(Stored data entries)
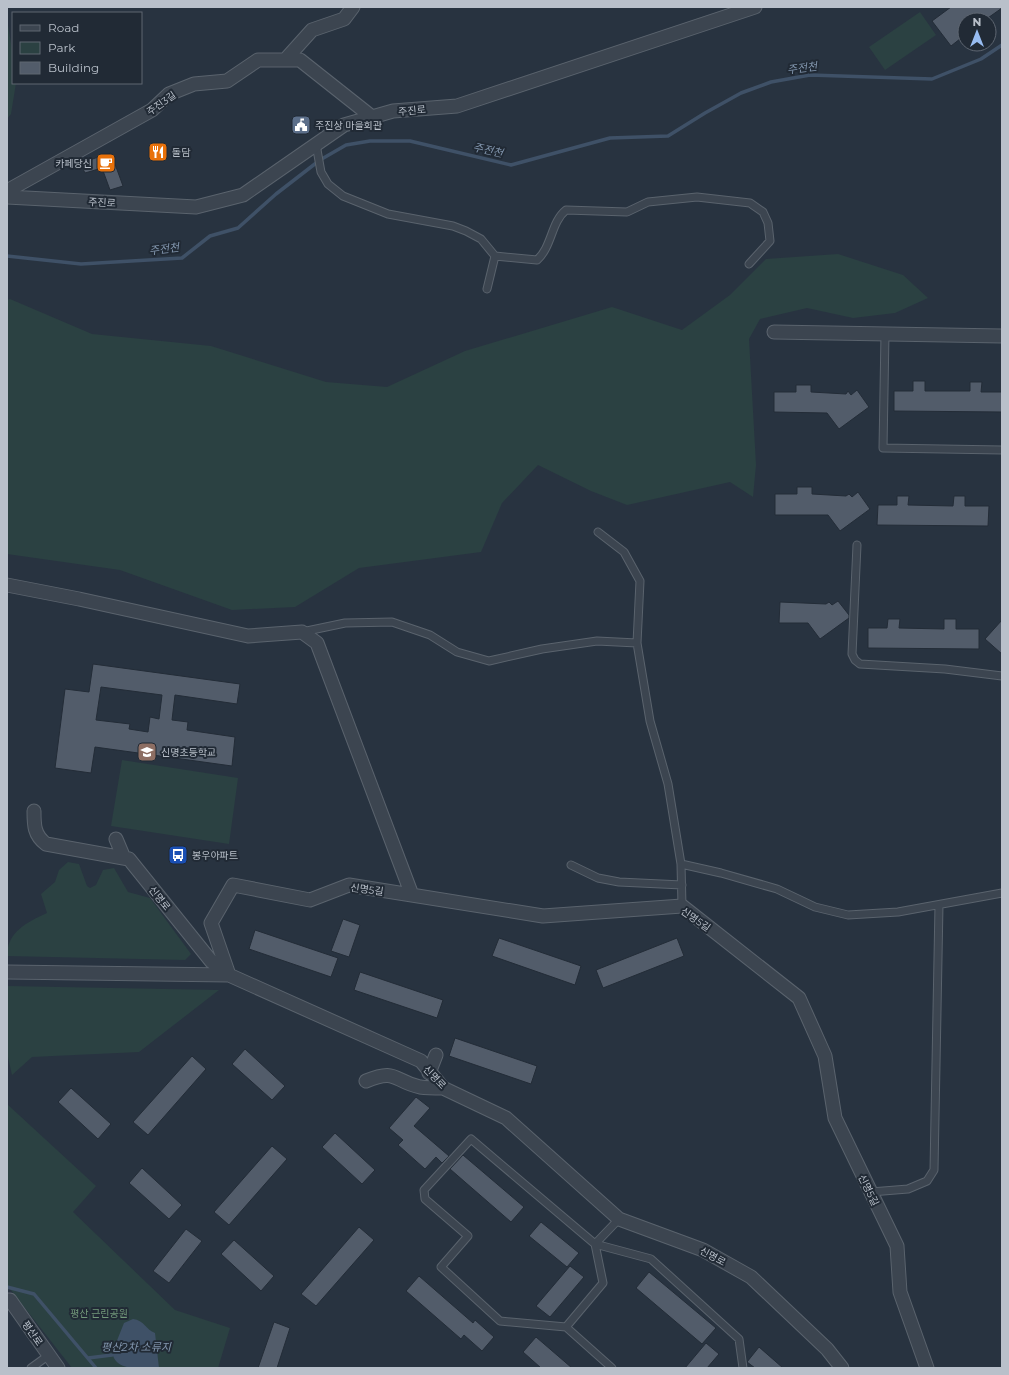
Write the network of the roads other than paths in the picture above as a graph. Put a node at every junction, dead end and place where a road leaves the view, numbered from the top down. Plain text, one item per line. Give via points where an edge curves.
1 (353, 7) edge
2 (755, 7) edge
3 (285, 60) junction
4 (372, 117) junction
5 (317, 148) junction
6 (7, 191) edge
7 (7, 197) edge
8 (494, 256) junction
9 (749, 264) dead end
10 (487, 289) dead end
11 (774, 332) dead end
12 (885, 334) junction
13 (1002, 336) edge
14 (1002, 450) edge
15 (598, 532) dead end
16 (857, 545) dead end
17 (7, 585) edge
18 (302, 632) junction
19 (637, 642) junction
20 (1002, 676) edge
21 (34, 811) dead end
22 (116, 839) dead end
23 (124, 858) junction
24 (682, 864) junction
25 (570, 866) dead end
26 (682, 885) junction
27 (1002, 893) edge
28 (412, 895) junction
29 (939, 905) junction
30 (682, 906) junction
31 (7, 972) edge
32 (229, 975) junction
33 (436, 1055) dead end
34 (429, 1072) junction
35 (366, 1081) dead end
36 (443, 1088) junction
37 (871, 1192) junction
38 (619, 1219) junction
39 (595, 1244) junction
40 (7, 1300) edge
41 (566, 1328) junction
42 (48, 1356) junction
43 (31, 1368) edge
44 (58, 1368) edge
45 (612, 1368) edge
46 (743, 1368) edge
47 (842, 1368) edge
48 (927, 1368) edge

1 - 3 street via 344,19 312,30
2 - 4 street, 주진로 via 457,106 393,111
3 - 4 street, 주진3길 via 300,60
3 - 6 street, 주진3길 via 258,60 226,81 194,84 169,94 152,110
4 - 5 street, 주진로 via 344,125
5 - 7 street, 주진로 via 243,195 196,207
5 - 8 lane via 320,169 328,184 343,196 388,214 466,231 481,239
8 - 9 lane via 537,260 544,254 560,216 566,210 627,212 648,202 697,197 750,203 762,212 768,223 770,241
8 - 10 lane
11 - 12 street
12 - 13 street
12 - 14 lane via 883,448
15 - 19 lane via 624,552 640,580
16 - 20 lane via 852,654 855,660 860,664 945,669
17 - 18 street via 248,636
18 - 19 lane via 345,623 392,622 430,635 457,652 489,661 597,640
18 - 28 street via 317,643
19 - 24 lane via 650,721 668,784
21 - 23 street via 35,831 46,844
22 - 23 street
23 - 32 street, 신명로 via 129,859 211,961
24 - 26 lane
24 - 29 lane via 777,889 815,907 848,915 898,912
25 - 26 lane via 598,878 619,882
26 - 30 lane
27 - 29 lane
28 - 30 street, 신명5길 via 543,916
28 - 32 street, 신명5길 via 349,885 310,900 233,885 211,923
29 - 37 lane via 934,1170 927,1181 908,1189
30 - 37 street, 신명5길 via 799,998 826,1056 835,1118
31 - 32 street
32 - 34 street, 신명로 via 421,1061
33 - 34 street
34 - 36 street, 신명로
35 - 36 street via 381,1075 390,1075 420,1087
36 - 38 street, 신명로 via 506,1118
37 - 48 street, 신명5길 via 897,1246 900,1292
38 - 39 lane
38 - 47 street, 신명로 via 703,1250 751,1277 827,1349
39 - 41 lane via 603,1283
39 - 41 lane via 471,1140 424,1190 425,1199 468,1236 442,1267 500,1321
39 - 46 lane via 651,1259 739,1339
40 - 42 street, 평산로 via 10,1300
41 - 45 lane
42 - 43 lane
42 - 44 street, 평산로

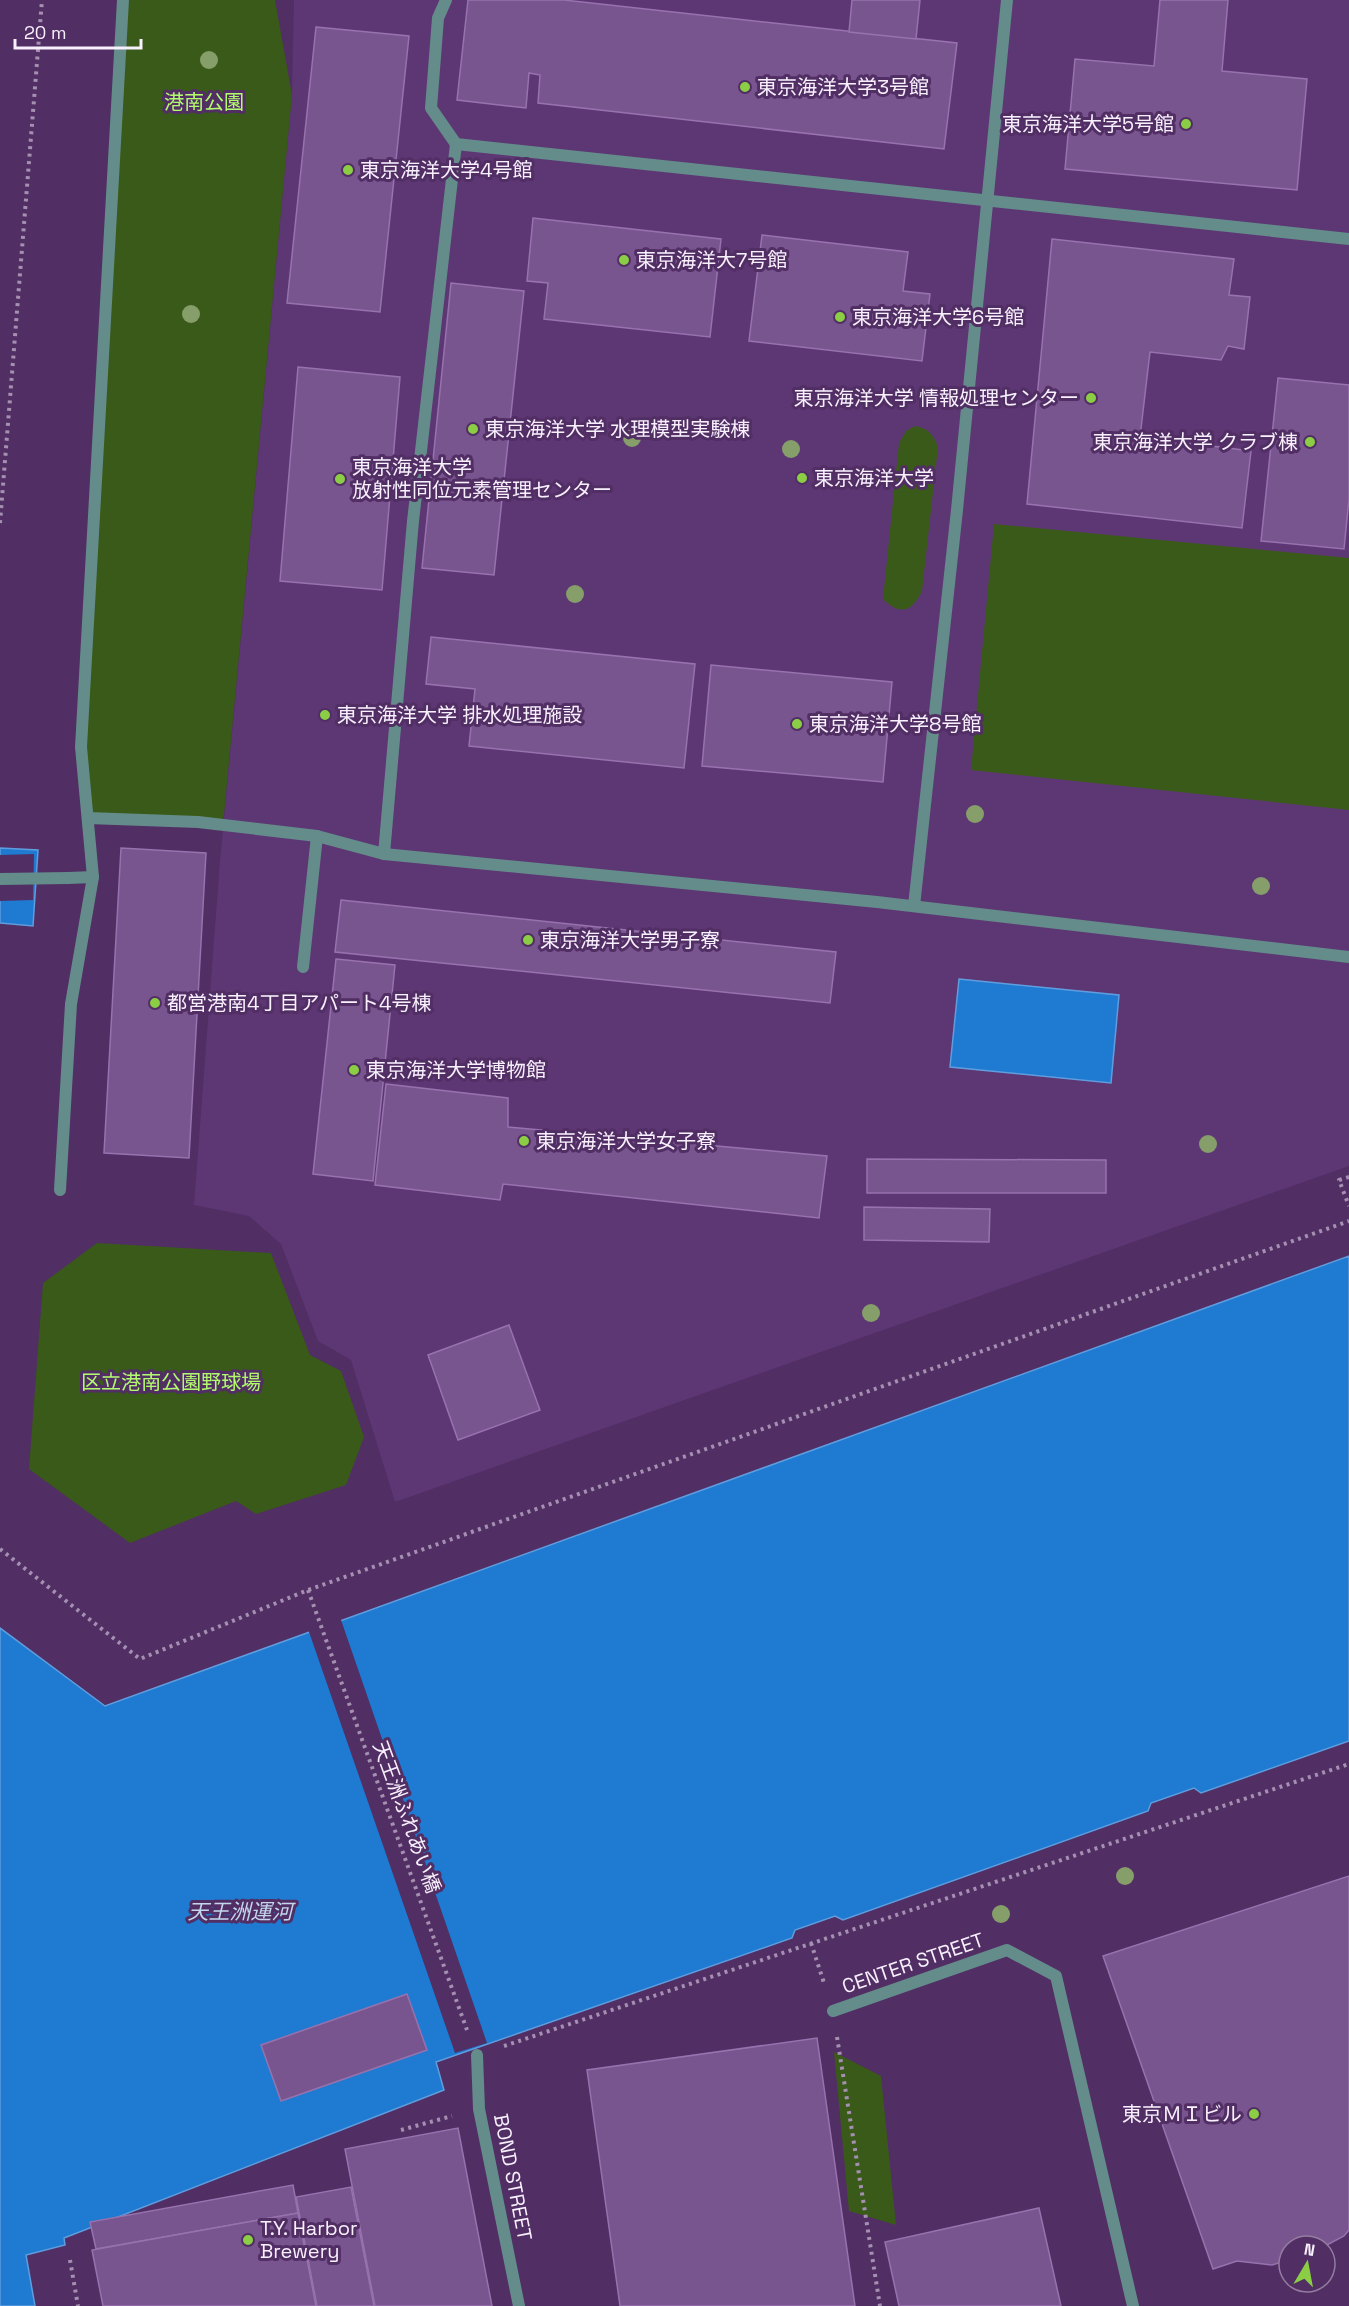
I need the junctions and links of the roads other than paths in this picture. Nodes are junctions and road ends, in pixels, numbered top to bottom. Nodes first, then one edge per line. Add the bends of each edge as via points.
1 (123, 0) edge
2 (446, 0) edge
3 (1008, 0) edge
4 (456, 144) junction
5 (988, 200) junction
6 (1349, 239) edge
7 (88, 818) junction
8 (317, 836) junction
9 (384, 854) junction
10 (93, 877) junction
11 (0, 879) edge
12 (914, 906) junction
13 (1349, 957) edge
14 (303, 967) dead end
15 (60, 1190) dead end
16 (833, 2011) road end
17 (477, 2055) road end
18 (519, 2306) edge
19 (1133, 2306) edge

1 - 7 street via 81,747
2 - 4 street via 438,18 430,108
3 - 5 street
4 - 5 street
4 - 9 street via 413,521
5 - 6 street
5 - 12 street
7 - 8 street via 198,822
7 - 10 street
8 - 9 street
8 - 14 street
9 - 12 street
10 - 11 street
10 - 15 street via 71,1004
12 - 13 street
16 - 19 street, CENTER STREET via 1007,1950 1056,1976
17 - 18 street, BOND STREET via 479,2109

_PROBLEM REQUIREMENTS:_ Retype every record above word for word, leaving out any pictures.

_RESULT OF THE TASK:_
Write the network of the roads other than paths in the picture above as a graph. Put a node at every junction, dead end and place where a road leaves the view, numbered from the top down. Plain text, one item per line. Give via points where an edge curves.
1 (353, 7) edge
2 (755, 7) edge
3 (285, 60) junction
4 (372, 117) junction
5 (317, 148) junction
6 (7, 191) edge
7 (7, 197) edge
8 (494, 256) junction
9 (749, 264) dead end
10 (487, 289) dead end
11 (774, 332) dead end
12 (885, 334) junction
13 (1002, 336) edge
14 (1002, 450) edge
15 (598, 532) dead end
16 (857, 545) dead end
17 (7, 585) edge
18 (302, 632) junction
19 (637, 642) junction
20 (1002, 676) edge
21 (34, 811) dead end
22 (116, 839) dead end
23 (124, 858) junction
24 (682, 864) junction
25 (570, 866) dead end
26 (682, 885) junction
27 (1002, 893) edge
28 (412, 895) junction
29 (939, 905) junction
30 (682, 906) junction
31 (7, 972) edge
32 (229, 975) junction
33 (436, 1055) dead end
34 (429, 1072) junction
35 (366, 1081) dead end
36 (443, 1088) junction
37 (871, 1192) junction
38 (619, 1219) junction
39 (595, 1244) junction
40 (7, 1300) edge
41 (566, 1328) junction
42 (48, 1356) junction
43 (31, 1368) edge
44 (58, 1368) edge
45 (612, 1368) edge
46 (743, 1368) edge
47 (842, 1368) edge
48 (927, 1368) edge

1 - 3 street via 344,19 312,30
2 - 4 street, 주진로 via 457,106 393,111
3 - 4 street, 주진3길 via 300,60
3 - 6 street, 주진3길 via 258,60 226,81 194,84 169,94 152,110
4 - 5 street, 주진로 via 344,125
5 - 7 street, 주진로 via 243,195 196,207
5 - 8 lane via 320,169 328,184 343,196 388,214 466,231 481,239
8 - 9 lane via 537,260 544,254 560,216 566,210 627,212 648,202 697,197 750,203 762,212 768,223 770,241
8 - 10 lane
11 - 12 street
12 - 13 street
12 - 14 lane via 883,448
15 - 19 lane via 624,552 640,580
16 - 20 lane via 852,654 855,660 860,664 945,669
17 - 18 street via 248,636
18 - 19 lane via 345,623 392,622 430,635 457,652 489,661 597,640
18 - 28 street via 317,643
19 - 24 lane via 650,721 668,784
21 - 23 street via 35,831 46,844
22 - 23 street
23 - 32 street, 신명로 via 129,859 211,961
24 - 26 lane
24 - 29 lane via 777,889 815,907 848,915 898,912
25 - 26 lane via 598,878 619,882
26 - 30 lane
27 - 29 lane
28 - 30 street, 신명5길 via 543,916
28 - 32 street, 신명5길 via 349,885 310,900 233,885 211,923
29 - 37 lane via 934,1170 927,1181 908,1189
30 - 37 street, 신명5길 via 799,998 826,1056 835,1118
31 - 32 street
32 - 34 street, 신명로 via 421,1061
33 - 34 street
34 - 36 street, 신명로
35 - 36 street via 381,1075 390,1075 420,1087
36 - 38 street, 신명로 via 506,1118
37 - 48 street, 신명5길 via 897,1246 900,1292
38 - 39 lane
38 - 47 street, 신명로 via 703,1250 751,1277 827,1349
39 - 41 lane via 603,1283
39 - 41 lane via 471,1140 424,1190 425,1199 468,1236 442,1267 500,1321
39 - 46 lane via 651,1259 739,1339
40 - 42 street, 평산로 via 10,1300
41 - 45 lane
42 - 43 lane
42 - 44 street, 평산로

I need the junctions and links of the roads other than paths in this picture. Nodes are junctions and road ends, in pixels, numbered top to bottom. Nodes first, then one edge per line. Add the bends of each edge as via points.
1 (123, 0) edge
2 (446, 0) edge
3 (1008, 0) edge
4 (456, 144) junction
5 (988, 200) junction
6 (1349, 239) edge
7 (88, 818) junction
8 (317, 836) junction
9 (384, 854) junction
10 (93, 877) junction
11 (0, 879) edge
12 (914, 906) junction
13 (1349, 957) edge
14 (303, 967) dead end
15 (60, 1190) dead end
16 (833, 2011) road end
17 (477, 2055) road end
18 (519, 2306) edge
19 (1133, 2306) edge

1 - 7 street via 81,747
2 - 4 street via 438,18 430,108
3 - 5 street
4 - 5 street
4 - 9 street via 413,521
5 - 6 street
5 - 12 street
7 - 8 street via 198,822
7 - 10 street
8 - 9 street
8 - 14 street
9 - 12 street
10 - 11 street
10 - 15 street via 71,1004
12 - 13 street
16 - 19 street, CENTER STREET via 1007,1950 1056,1976
17 - 18 street, BOND STREET via 479,2109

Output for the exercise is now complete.